Los Estados han acudido al rescate de los bancos responsables de la crisis. Los han financiado con los impuestos de todos sin, por cierto, exigirles garantías serias ni tampoco unas cuentas en buen estado. ¿Debemos recordar que, hasta hoy, el único país donde los bancos han tenido que poner sus cuentas encima de la mesa es... la América de Barack Obama? A su vez, habrá que pagar ese rescate de los bancos que han trapicheado con los productos derivados y han endeudado a la gran mayoría de la población a golpe de préstamos hipotecarios podridos. Será, esta vez, un financiamiento en forma de restricciones presupuestarias, de recorte de las pensiones, de reducción de los salarios de los funcionarios, de alargamiento del tiempo de trabajo, de flexibilización del derecho del trabajo, etcétera. Dicho de otro modo, serán otra vez los asalariados pobres y las clases medias quienes pagarán.

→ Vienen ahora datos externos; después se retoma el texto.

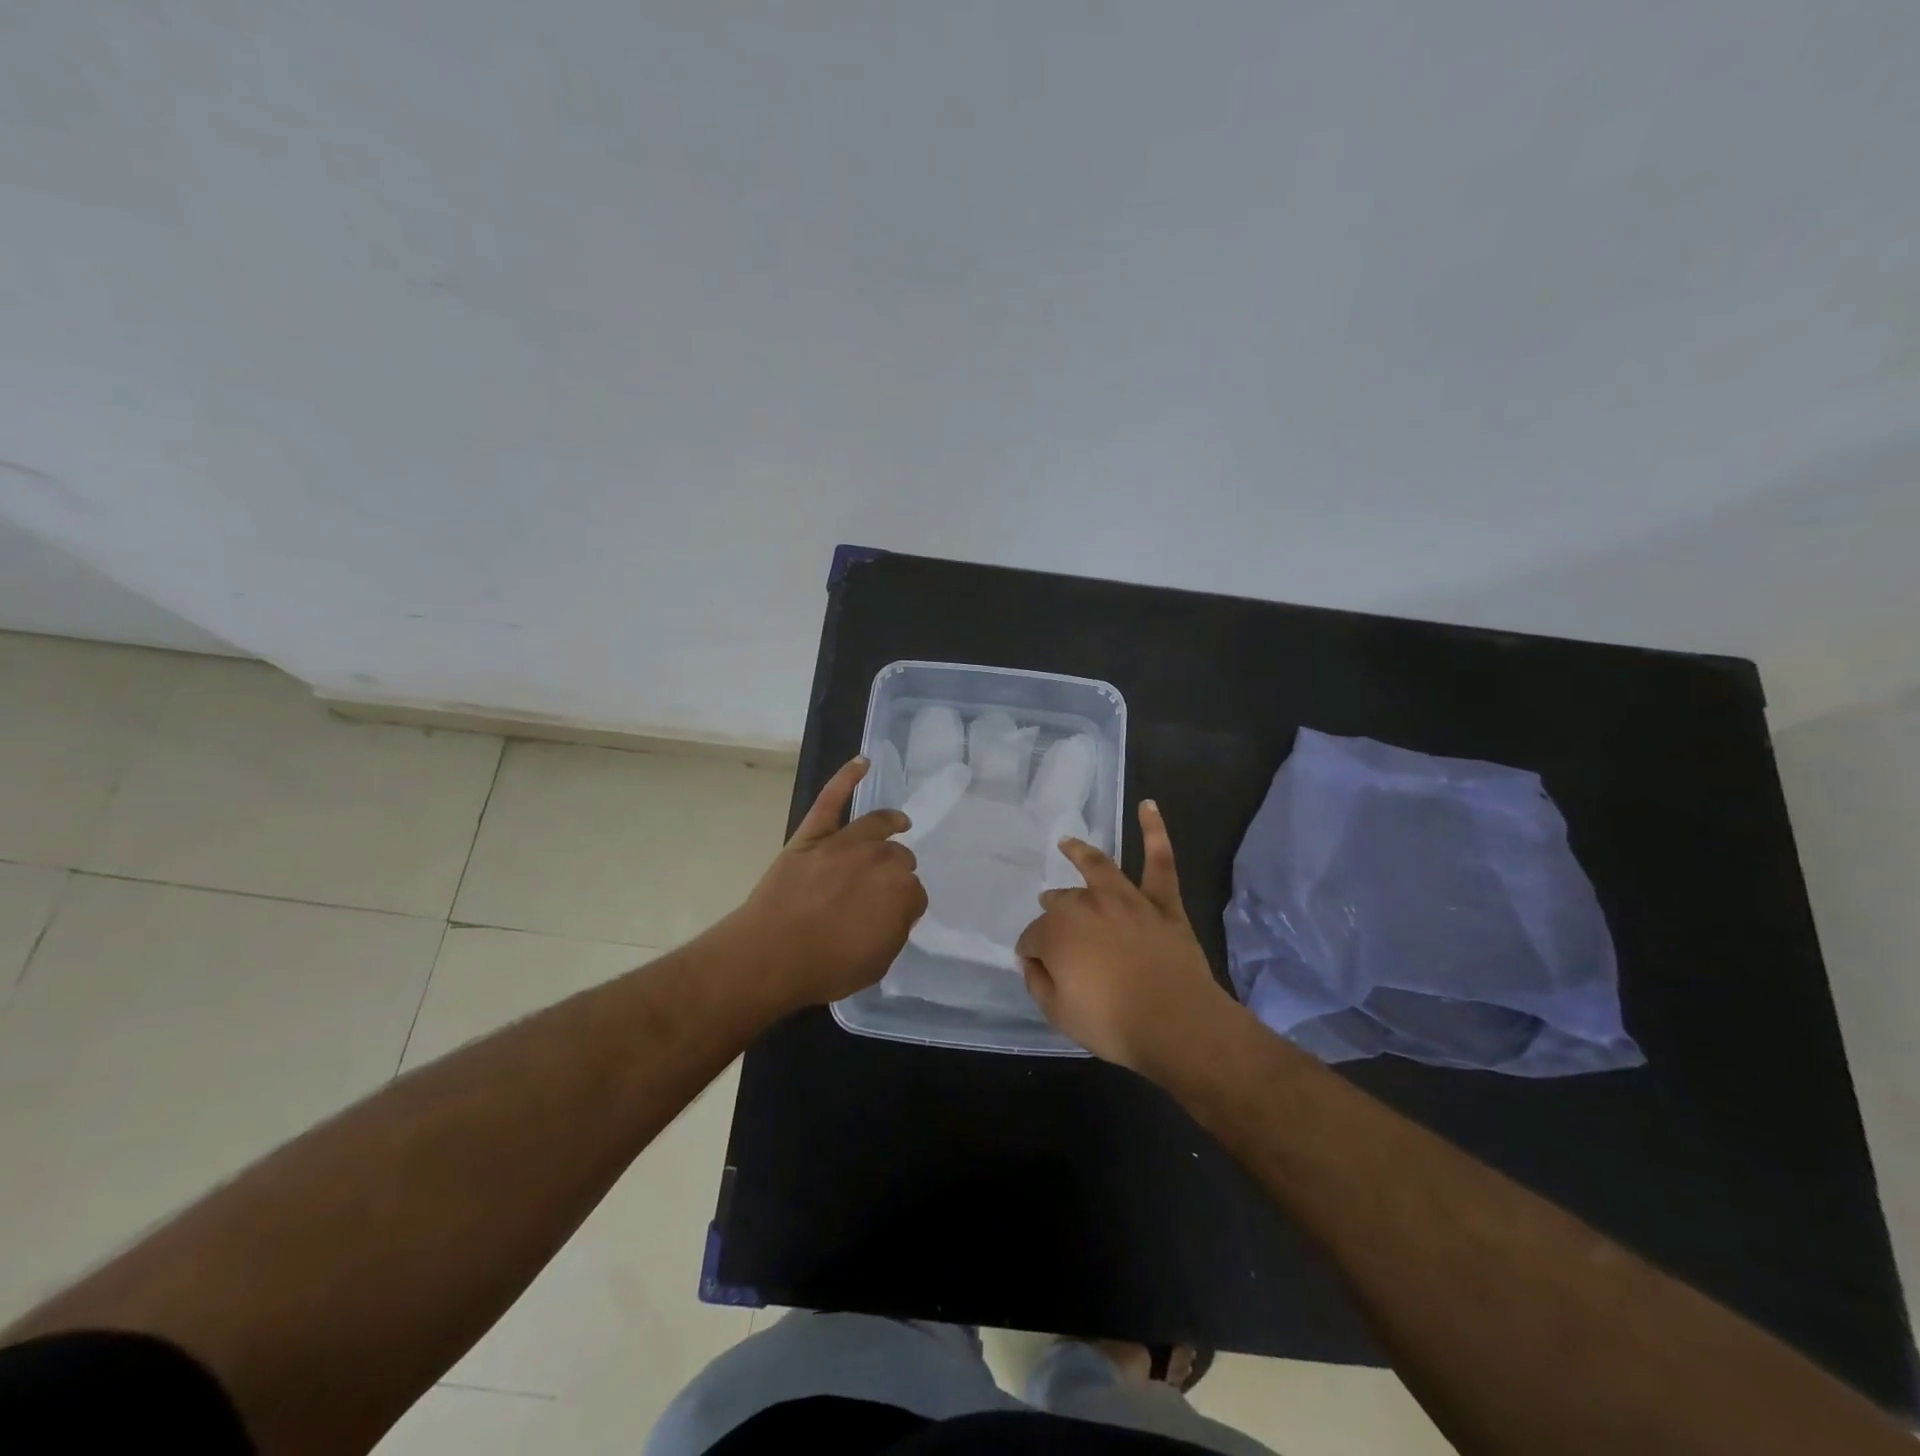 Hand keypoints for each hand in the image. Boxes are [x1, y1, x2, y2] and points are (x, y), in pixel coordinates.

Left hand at [727, 756, 926, 1014]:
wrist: (770, 955)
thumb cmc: (826, 967)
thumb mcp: (877, 962)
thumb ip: (894, 930)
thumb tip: (895, 911)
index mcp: (901, 892)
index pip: (915, 894)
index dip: (905, 906)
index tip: (893, 917)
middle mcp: (879, 859)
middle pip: (899, 858)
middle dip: (896, 871)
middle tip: (882, 889)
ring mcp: (844, 842)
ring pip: (877, 826)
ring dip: (892, 823)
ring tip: (900, 822)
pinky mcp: (813, 835)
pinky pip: (831, 799)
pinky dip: (846, 777)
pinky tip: (861, 762)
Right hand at [1015, 800, 1234, 1074]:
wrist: (1177, 1024)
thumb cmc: (1112, 1023)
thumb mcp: (1058, 1013)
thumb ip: (1038, 982)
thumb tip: (1032, 960)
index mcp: (1057, 932)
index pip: (1034, 938)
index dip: (1033, 953)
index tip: (1037, 967)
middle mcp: (1087, 906)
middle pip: (1062, 903)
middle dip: (1052, 910)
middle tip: (1048, 915)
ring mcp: (1127, 900)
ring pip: (1099, 868)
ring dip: (1080, 853)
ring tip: (1067, 844)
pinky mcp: (1162, 903)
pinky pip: (1160, 862)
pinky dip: (1155, 832)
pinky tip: (1149, 805) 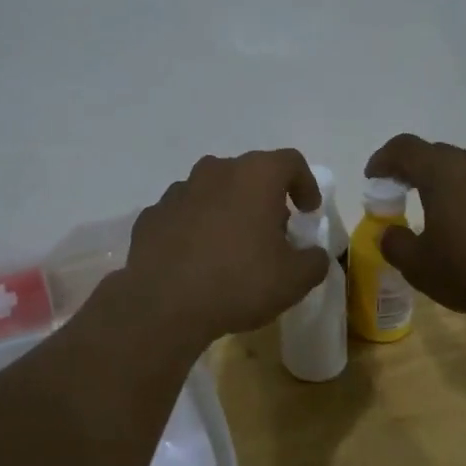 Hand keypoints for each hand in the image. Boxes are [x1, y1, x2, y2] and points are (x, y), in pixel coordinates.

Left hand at [122, 150, 330, 350]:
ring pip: (212, 191)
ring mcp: (178, 191)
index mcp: (254, 176)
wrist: (162, 304)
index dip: (305, 183)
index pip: (290, 162)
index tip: (308, 211)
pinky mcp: (152, 215)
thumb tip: (314, 255)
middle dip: (264, 198)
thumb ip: (314, 261)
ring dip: (227, 210)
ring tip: (232, 247)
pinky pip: (183, 214)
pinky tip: (197, 260)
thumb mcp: (294, 280)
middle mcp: (215, 171)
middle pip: (248, 174)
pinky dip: (195, 228)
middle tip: (272, 232)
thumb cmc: (238, 282)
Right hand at [364, 134, 465, 327]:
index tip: (373, 179)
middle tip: (397, 194)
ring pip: (464, 170)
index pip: (404, 148)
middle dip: (411, 170)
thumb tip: (390, 233)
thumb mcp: (420, 267)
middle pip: (434, 155)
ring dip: (442, 185)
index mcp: (442, 172)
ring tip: (434, 214)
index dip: (383, 159)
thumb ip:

Pero aquí, las cosas se complican, puesto que el juego europeo, basado en la desigualdad objetiva del peso de las naciones en la zona euro, pone directamente en competencia a las poblaciones europeas. Grecia, atacada por los mercados financieros, ya lo ha vomitado todo; Portugal va por el mismo camino; España, desde hace tiempo observada con lupa por los especuladores financieros al haberse convertido en el espacio de 20 años en un paraíso de la especulación inmobiliaria (en 2008, la mitad del cemento utilizado en Europa lo era en España), tenía que sentarse también en la picota. Y todo hace pensar que el turno de Italia y de Francia pronto llegará. En estas condiciones, Alemania, la principal potencia europea, tiene que estar preocupada, puesto que todo el montaje europeo se ha hecho para mantener el euro al nivel del antiguo marco, y hacer que esta moneda siga siendo directriz.

Pero Alemania asiste al descalabro de la moneda europea. Tiene que pagar por los países del sur de Europa y, además, acepta que se modifique de facto, como dice Pierre Lellouche, ministro francés de Asuntos Europeos, el Tratado de Lisboa, creando un fondo de urgencia de 750.000 millones de euros para ayudar a los países en crisis: "Es un gran cambio", dice, "ya que esto está expresamente prohibido en los tratados por la célebre cláusula de no rescate" (Financial Times, 28-05-10).

De ahí la angustia alemana: ¿cuándo acabará entonces todo eso? ¿Cuánto habrá todavía que desembolsar? ¿Y para quién? Alemania ha ayudado a Grecia a regañadientes, ha adoptado el plan de rescate de mala gana, ha prohibido las ventas al descubierto en su mercado financiero sin preguntar la opinión de nadie, exige de todos la misma ortodoxia presupuestaria que se impone a sí misma y, sobre todo, se niega a consumir más, ahorra más que nunca; en fin, hace lo contrario de lo que hacen todos los demás en Europa. En estas condiciones, las señales son ambiguas. A falta de un acuerdo sobre un Gobierno económico europeo, ¿debemos ver en ello, por parte de Alemania, el inicio de la crisis de confianza en la zona euro de los Dieciséis?